I’m currently reading How to get rich by Felix Dennis. The front cover claims it’s supposed to reveal some secrets to getting rich. I’m currently on page 70 and I haven’t come across as anything revolutionary yet (hopes are high though), but one thing that struck me was a paragraph in the preface, written by a someone, who is worth about half a billion dollars:

[I wrote this book to]…demonstrate that that becoming rich has given me the most precious thing in life. And just what is the most precious thing in life that riches can supply? Easy: For me, it’s Time. Time. Time to read and write poetry if I want to. Or to write a book if it takes my fancy. Time to travel on the slightest whim, to walk in the woods, to think, to commission art, to read, to drink, to hang out with friends and loved ones … to do just about anything really, as long as it does not involve day after grinding day making money in an office or a factory for someone else. That’s what money can do.

Wow! This is from a guy who “outriches” me by more than a factor 1000 and what he seeks and has is essentially the same as what I seek and have. Actually, if me outsourcing my bookcover can be considered commissioning art, and if blogging is poetry (ahem!) we enjoy exactly the same things. This is somewhat unexpected given the factor 1000 difference. Usually I expect differences in kind when differences exceed a factor 10.

So good news everybody! You really don’t need $500,000,000+ to have that time and live well.

He does mention some of the cars he can buy, which I can’t, but on the other hand he can’t drive them, so I guess that makes us even πŸ˜‰

I have on the rare occasion considered working more to pick up more money so I can buy stuff, but frankly, giving up Time to buy stuff is a lot to ask, so I’ll satisfy myself with cheaper indulgences.

Thus I conclude that I am already beyond what extra money can do for me. More accurately, the marginal utility of more money is low. It’s been like that for a while. Even while I was working, money quickly developed into simply a way of keeping score. It’s a natural consequence of spending far less than the pay.

Lately, I have realized that I am getting old. I’m in my mid thirties. Double that and I’ll be in my seventies. To me 70 is somewhat old. So I have as much time going back to 0 as I do going up to 70 and I don’t feel like I have lived a particularly long time. The marginal utility of more time is high!

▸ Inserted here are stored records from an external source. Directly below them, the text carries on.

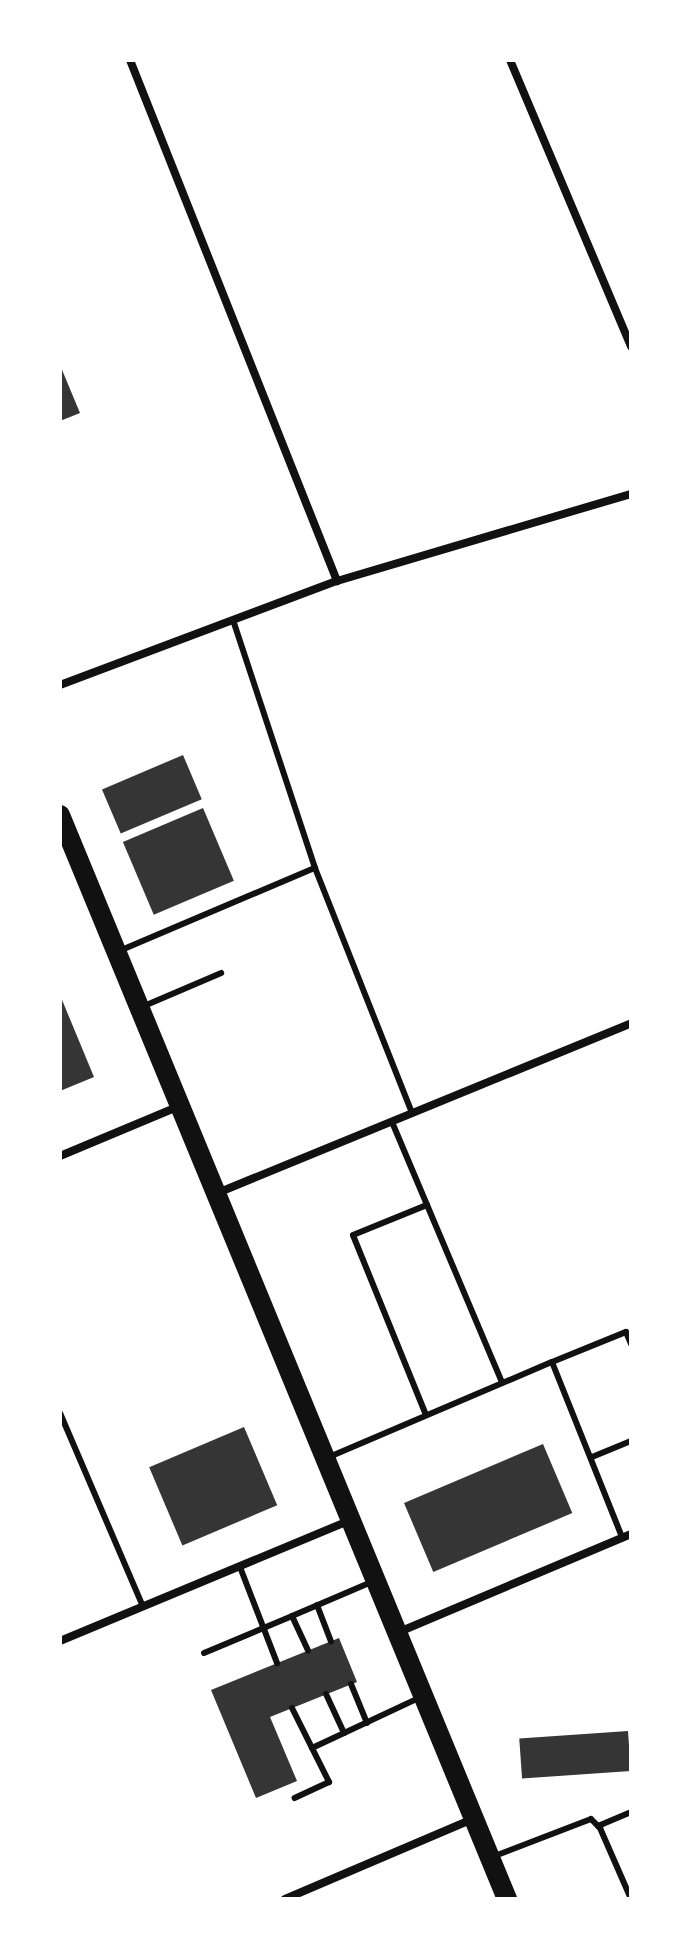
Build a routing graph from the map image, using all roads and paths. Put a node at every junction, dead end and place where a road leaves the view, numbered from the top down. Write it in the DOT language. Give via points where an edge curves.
graph roads {
  1 [pos="130,60"];
  2 [pos="510,60"];
  3 [pos="631,346"];
  4 [pos="631,494"];
  5 [pos="337,581"];
  6 [pos="233,620"];
  7 [pos="60,685"];
  8 [pos="60,815"];
  9 [pos="315,868"];
  10 [pos="116,953"];
  11 [pos="221,973"];
  12 [pos="138,1008"];
  13 [pos="631,1023"];
  14 [pos="178,1106"];
  15 [pos="412,1113"];
  16 [pos="392,1122"];
  17 [pos="60,1156"];
  18 [pos="214,1195"];
  19 [pos="427,1205"];
  20 [pos="631,1344"];
  21 [pos="552,1362"];
  22 [pos="502,1383"];
  23 [pos="60,1413"];
  24 [pos="426,1415"];
  25 [pos="631,1441"];
  26 [pos="592,1457"];
  27 [pos="325,1458"];
  28 [pos="352,1520"];
  29 [pos="627,1536"];
  30 [pos="240,1567"];
  31 [pos="377,1580"];
  32 [pos="317,1605"];
  33 [pos="143,1607"];
  34 [pos="292,1616"];
  35 [pos="263,1628"];
  36 [pos="399,1632"];
  37 [pos="60,1641"];
  38 [pos="331,1641"];
  39 [pos="308,1651"];
  40 [pos="204,1653"];
  41 [pos="277,1663"];
  42 [pos="351,1684"];
  43 [pos="326,1694"];
  44 [pos="424,1695"];
  45 [pos="292,1708"];
  46 [pos="367,1723"];
  47 [pos="344,1733"];
  48 [pos="312,1748"];
  49 [pos="295,1798"];
  50 [pos="631,1812"];
  51 [pos="474,1819"];
  52 [pos="598,1826"];
  53 [pos="490,1858"];
  54 [pos="285,1899"];
  55 [pos="507,1899"];
  56 [pos="631,1899"];
  1 -- 5 [label="street"];
  2 -- 3 [label="street"];
  4 -- 5 [label="street"];
  5 -- 6 [label="street"];
  6 -- 7 [label="street"];
  6 -- 9 [label="lane"];
  8 -- 10 [label="main road"];
  9 -- 10 [label="lane"];
  9 -- 15 [label="lane"];
  10 -- 12 [label="main road"];
  11 -- 12 [label="lane"];
  12 -- 14 [label="main road"];
  13 -- 15 [label="street"];
  14 -- 17 [label="street"];
  14 -- 18 [label="main road"];
  15 -- 16 [label="street"];
  16 -- 18 [label="street"];
  16 -- 19 [label="lane"];
  18 -- 27 [label="main road"];
  19 -- 22 [label="lane"];
  19 -- 24 [label="lane" via="353,1235"];
  20 -- 21 [label="lane" via="626,1332"];
  21 -- 22 [label="lane"];
  21 -- 26 [label="lane"];
  22 -- 24 [label="lane"];
  23 -- 33 [label="lane"];
  24 -- 27 [label="lane"];
  25 -- 26 [label="lane"];
  26 -- 29 [label="lane"];
  27 -- 28 [label="main road"];
  28 -- 30 [label="street"];
  28 -- 31 [label="main road"];
  29 -- 36 [label="street"];
  30 -- 33 [label="street"];
  30 -- 35 [label="lane"];
  31 -- 32 [label="lane"];
  31 -- 36 [label="main road"];
  32 -- 34 [label="lane"];
  32 -- 38 [label="lane"];
  33 -- 37 [label="street"];
  34 -- 35 [label="lane"];
  34 -- 39 [label="lane"];
  35 -- 40 [label="lane"];
  35 -- 41 [label="lane"];
  36 -- 44 [label="main road"];
  42 -- 46 [label="lane"];
  43 -- 47 [label="lane"];
  44 -- 46 [label="lane"];
  44 -- 51 [label="main road"];
  45 -- 48 [label="lane"];
  46 -- 47 [label="lane"];
  47 -- 48 [label="lane"];
  48 -- 49 [label="lane" via="329,1782"];
  50 -- 52 [label="lane"];
  51 -- 53 [label="main road"];
  51 -- 54 [label="street"];
  52 -- 53 [label="lane" via="584,1820"];
  52 -- 56 [label="lane"];
  53 -- 55 [label="main road"];
}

Spending very precious time to make more money than needed is thus uneconomical. Sure, making money incidentally is nice, but actively spending time to pursue more when I already seem to have reached the limit of what is possible with money (aside from the ownership of large luxury items which I think I can live without) is simply nuts when it appear that there is no additional satisfaction to be had.

Sure, everybody probably thinks, as mentioned in the book, that they’re the one exception that money does indeed buy happiness, but I’m not willing to bet 15 years of my life on that.

Originally posted 2010-05-31 23:22:55.